Carceri troppo piene, la ministra Cartabia: “Con l’attuazione della legge delega in materia penale si svilupperanno forme di esecuzione diverse”

Con l’attuazione della legge delega in materia penale si svilupperanno le forme di esecuzione della pena diverse, alternative al carcere, soprattutto in riferimento alle pene detentive brevi. E questo darà sollievo anche alle troppo congestionate strutture penitenziarie. Già oggi sono più numerosi coloro che scontano la pena – in vario modo – fuori da un carcere: oltre 69mila a fronte di circa 54mila detenuti.

Queste 69.140 persone per l’esattezza al 31 dicembre 2021 sono in carico agli uffici della esecuzione penale esterna, Uepe; aggiungendo i procedimenti tuttora pendenti, diventano oltre 93mila i fascicoli in corso presso questi uffici, con una media di procedimenti per funzionario pari a 105 Si compone infatti di solo 1.211 unità il personale per l’esecuzione penale esterna per adulti” ha sottolineato la ministra.

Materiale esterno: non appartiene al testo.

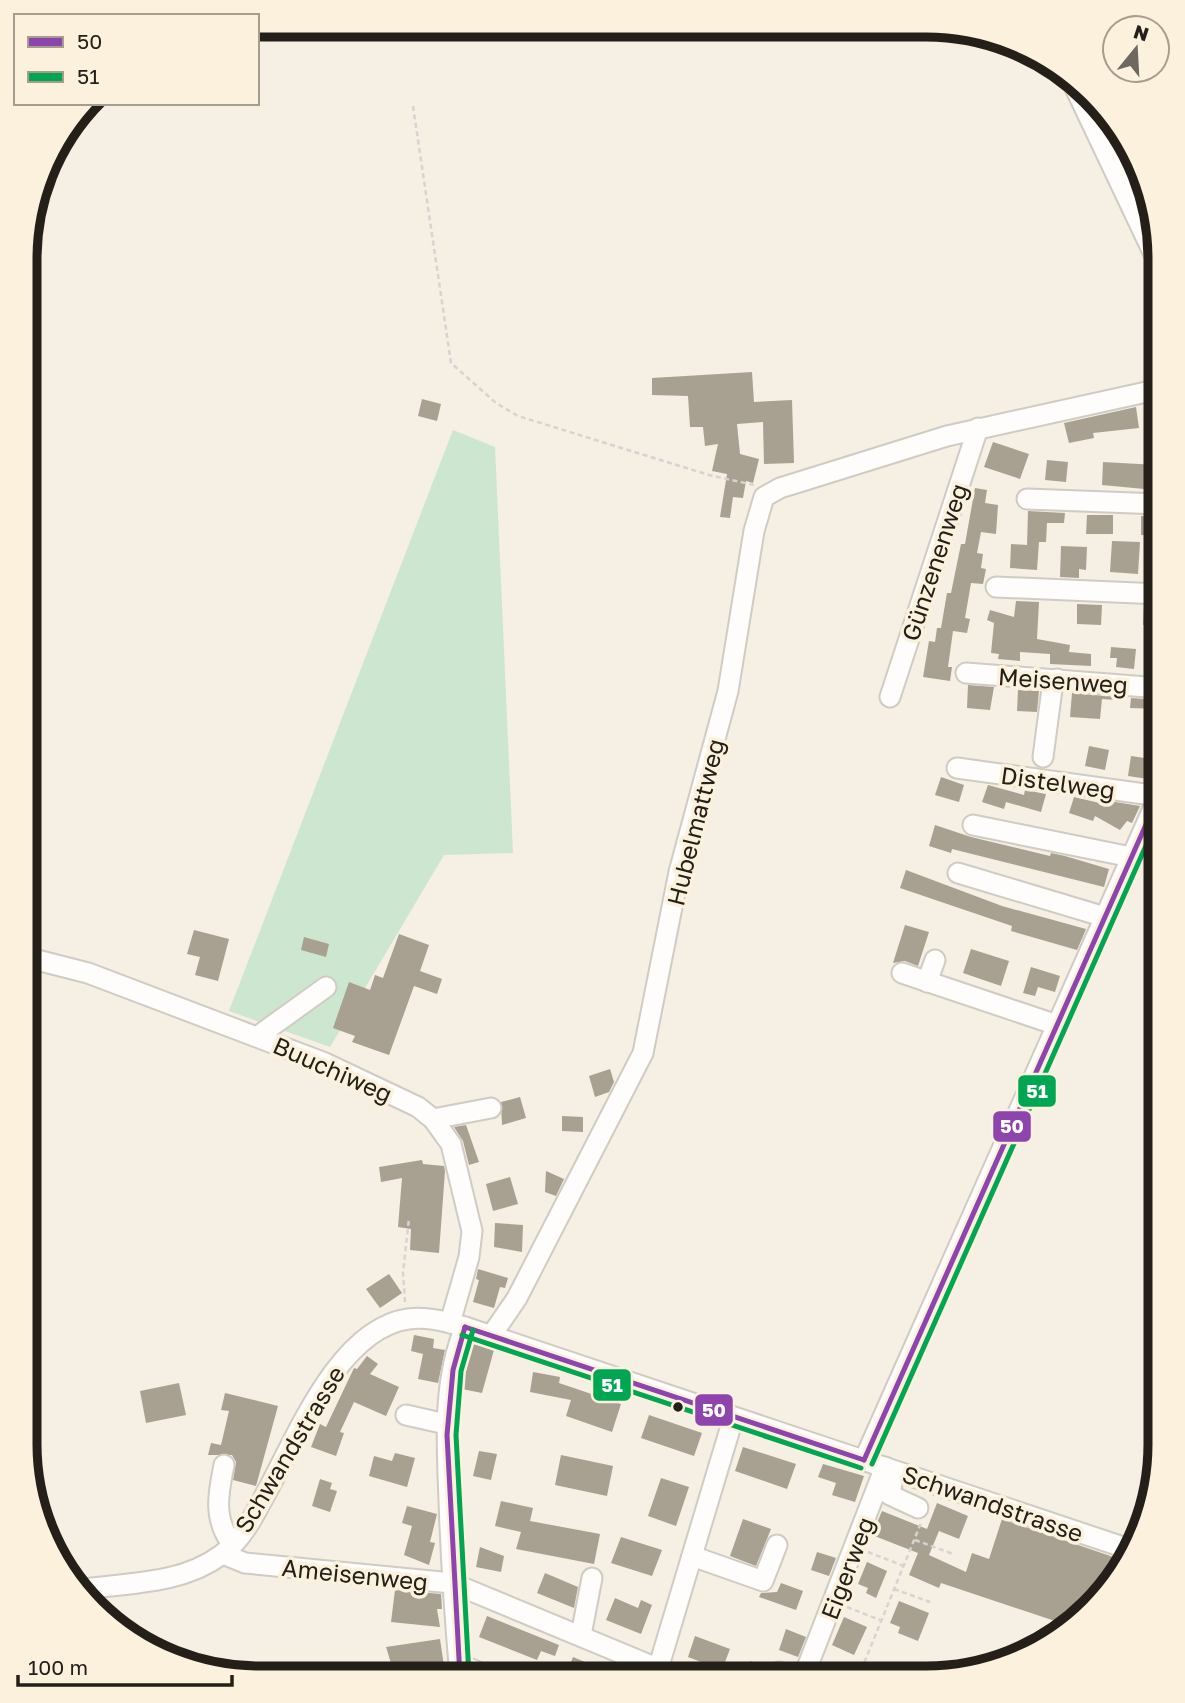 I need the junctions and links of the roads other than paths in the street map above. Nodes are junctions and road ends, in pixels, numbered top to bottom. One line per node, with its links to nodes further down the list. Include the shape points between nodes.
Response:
1 (1081, 100): 2 (street)
2 (1147, 239)
3 (1148, 392): 4 (street)
4 (978, 428): 12 (street, Günzenenweg); 31 (street, Hubelmattweg, via 764,497 728,691 680,872 643,1053 517,1298)
5 (1027, 499): 6 (street)
6 (1148, 504)
7 (996, 587): 8 (street)
8 (1148, 593)
9 (966, 673): 10 (street, Meisenweg)
10 (1057, 679): 11 (street, Meisenweg); 13 (street)
11 (1148, 687)
12 (890, 696)
13 (1044, 757)
14 (957, 768): 15 (street, Distelweg)
15 (1148, 792)
16 (1148, 820): 18 (street)
17 (973, 825): 18 (street)
18 (1131, 857): 20 (street)
19 (958, 873): 20 (street)
20 (1105, 917): 26 (street)
21 (37, 960): 27 (street, Buuchiweg, via 88,973)
22 (934, 960): 24 (street)
23 (902, 973): 24 (street)
24 (927, 982): 26 (street)
25 (326, 987): 27 (street)
26 (1057, 1025): 35 (street)
27 (258, 1036): 29 (street, Buuchiweg, via 371,1084)
28 (491, 1108): 29 (street)
29 (433, 1119): 30 (street, Buuchiweg, via 451,1144 472,1231)
30 (458, 1325): 31 (street, Schwandstrasse); 34 (street, Buuchiweg); 41 (street, Schwandstrasse, via 408,1319 377,1329 349,1350 253,1516)
31 (491, 1336): 33 (street, Schwandstrasse)
32 (406, 1415): 34 (street)
33 (733, 1419): 35 (street, Schwandstrasse); 42 (street)
34 (446, 1424): 44 (street, Buuchiweg)
35 (864, 1460): 37 (street, Schwandstrasse)
36 (224, 1465): 41 (street, via 218,1512)
37 (890, 1468): 38 (street, via 890,1495); 40 (street, Schwandstrasse); 50 (street, Eigerweg, via 834,1602)
38 (920, 1513)
39 (777, 1545): 42 (street, via 763,1581)
40 (1122, 1547)
41 (228, 1549): 44 (street, Ameisenweg, via 244,1563); 45 (street, Schwandstrasse, via 203,1566 175,1576)
42 (692, 1556): 47 (street)
43 (592, 1578): 46 (street)
44 (452, 1583): 46 (street, Ameisenweg); 48 (street, Buuchiweg)
45 (90, 1588)
46 (581, 1635): 49 (street, Ameisenweg)
47 (661, 1659)
48 (460, 1666)
49 (653, 1666)
50 (801, 1666)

Carceri troppo piene, la ministra Cartabia: “Necessità di potenziare questo settore”

È evidente la necessità di potenziare questo settore e le forze politiche hanno avuto la sensibilità di sottolinearlo in un ordine del giorno, approvato a margine della legge di bilancio, impegnando il Governo a incrementare il personale dedicato all’esecuzione penale esterna” ha concluso Cartabia.